• RECORDS FOR PROCESSING
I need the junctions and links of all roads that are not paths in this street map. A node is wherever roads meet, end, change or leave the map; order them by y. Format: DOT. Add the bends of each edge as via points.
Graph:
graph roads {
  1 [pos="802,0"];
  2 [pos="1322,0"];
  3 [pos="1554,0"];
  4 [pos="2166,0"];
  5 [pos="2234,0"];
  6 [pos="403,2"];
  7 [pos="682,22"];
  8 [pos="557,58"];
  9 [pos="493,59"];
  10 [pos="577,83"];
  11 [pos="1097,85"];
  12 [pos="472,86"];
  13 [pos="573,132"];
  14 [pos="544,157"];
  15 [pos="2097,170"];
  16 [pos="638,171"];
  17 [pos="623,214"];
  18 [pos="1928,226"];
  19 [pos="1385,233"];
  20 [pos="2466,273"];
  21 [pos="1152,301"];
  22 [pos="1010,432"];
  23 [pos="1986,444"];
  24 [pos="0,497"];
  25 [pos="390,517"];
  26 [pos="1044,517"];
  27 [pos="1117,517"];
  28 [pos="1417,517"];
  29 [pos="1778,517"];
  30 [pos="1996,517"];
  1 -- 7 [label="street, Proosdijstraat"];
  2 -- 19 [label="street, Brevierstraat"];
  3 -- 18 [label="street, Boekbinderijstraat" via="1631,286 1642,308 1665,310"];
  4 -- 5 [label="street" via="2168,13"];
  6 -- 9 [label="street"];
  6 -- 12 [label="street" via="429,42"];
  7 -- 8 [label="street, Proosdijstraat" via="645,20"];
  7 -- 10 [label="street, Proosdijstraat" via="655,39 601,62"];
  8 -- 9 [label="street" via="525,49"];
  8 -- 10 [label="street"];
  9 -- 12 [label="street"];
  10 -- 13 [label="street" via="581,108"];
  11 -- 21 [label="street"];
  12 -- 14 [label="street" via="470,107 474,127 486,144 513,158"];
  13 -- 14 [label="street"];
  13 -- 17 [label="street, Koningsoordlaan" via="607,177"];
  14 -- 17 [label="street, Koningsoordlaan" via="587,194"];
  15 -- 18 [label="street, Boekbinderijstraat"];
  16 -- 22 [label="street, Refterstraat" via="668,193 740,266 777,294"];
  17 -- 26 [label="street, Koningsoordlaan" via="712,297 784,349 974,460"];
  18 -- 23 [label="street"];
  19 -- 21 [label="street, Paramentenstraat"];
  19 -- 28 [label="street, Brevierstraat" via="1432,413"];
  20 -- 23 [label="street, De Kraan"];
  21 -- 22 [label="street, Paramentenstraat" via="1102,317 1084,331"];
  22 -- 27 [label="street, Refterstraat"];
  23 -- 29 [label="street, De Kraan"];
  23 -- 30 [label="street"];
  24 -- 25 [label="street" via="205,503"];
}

• PROBLEM STATEMENT
Reproduce the material word for word. Leave nothing out.

• OUTPUT OF THE TASK
I need the junctions and links of all roads that are not paths in this street map. A node is wherever roads meet, end, change or leave the map; order them by y. Format: DOT. Add the bends of each edge as via points.
Graph:
graph roads {
  1 [pos="802,0"];
  2 [pos="1322,0"];
  3 [pos="1554,0"];
  4 [pos="2166,0"];
  5 [pos="2234,0"];
  6 [pos="403,2"];
  7 [pos="682,22"];
  8 [pos="557,58"];
  9 [pos="493,59"];
  10 [pos="577,83"];
  11 [pos="1097,85"];
  12 [pos="472,86"];
  13 [pos="573,132"];
  14 [pos="544,157"];
  15 [pos="2097,170"];
  16 [pos="638,171"];
  17 [pos="623,214"];
  18 [pos="1928,226"];
  19 [pos="1385,233"];
  20 [pos="2466,273"];
  21 [pos="1152,301"];
  22 [pos="1010,432"];
  23 [pos="1986,444"];
  24 [pos="0,497"];
  25 [pos="390,517"];
  26 [pos="1044,517"];
  27 [pos="1117,517"];
  28 [pos="1417,517"];
  29 [pos="1778,517"];
  30 [pos="1996,517"];
  1 -- 7 [label="street, Proosdijstraat"];
  2 -- 19 [label="street, Brevierstraat"];
  3 -- 18 [label="street, Boekbinderijstraat" via="1631,286 1642,308 1665,310"];
  4 -- 5 [label="street" via="2168,13"];
  6 -- 9 [label="street"];
  6 -- 12 [label="street" via="429,42"];
  7 -- 8 [label="street, Proosdijstraat" via="645,20"];
  7 -- 10 [label="street, Proosdijstraat" via="655,39 601,62"];
  8 -- 9 [label="street" via="525,49"];
  8 -- 10 [label="street"];
  9 -- 12 [label="street"];
  10 -- 13 [label="street" via="581,108"];
  11 -- 21 [label="street"];
  12 -- 14 [label="street" via="470,107 474,127 486,144 513,158"];
  13 -- 14 [label="street"];
  13 -- 17 [label="street, Koningsoordlaan" via="607,177"];
  14 -- 17 [label="street, Koningsoordlaan" via="587,194"];
  15 -- 18 [label="street, Boekbinderijstraat"];
  16 -- 22 [label="street, Refterstraat" via="668,193 740,266 777,294"];
  17 -- 26 [label="street, Koningsoordlaan" via="712,297 784,349 974,460"];
  18 -- 23 [label="street"];
  19 -- 21 [label="street, Paramentenstraat"];
  19 -- 28 [label="street, Brevierstraat" via="1432,413"];
  20 -- 23 [label="street, De Kraan"];
  21 -- 22 [label="street, Paramentenstraat" via="1102,317 1084,331"];
  22 -- 27 [label="street, Refterstraat"];
  23 -- 29 [label="street, De Kraan"];
  23 -- 30 [label="street"];
  24 -- 25 [label="street" via="205,503"];
}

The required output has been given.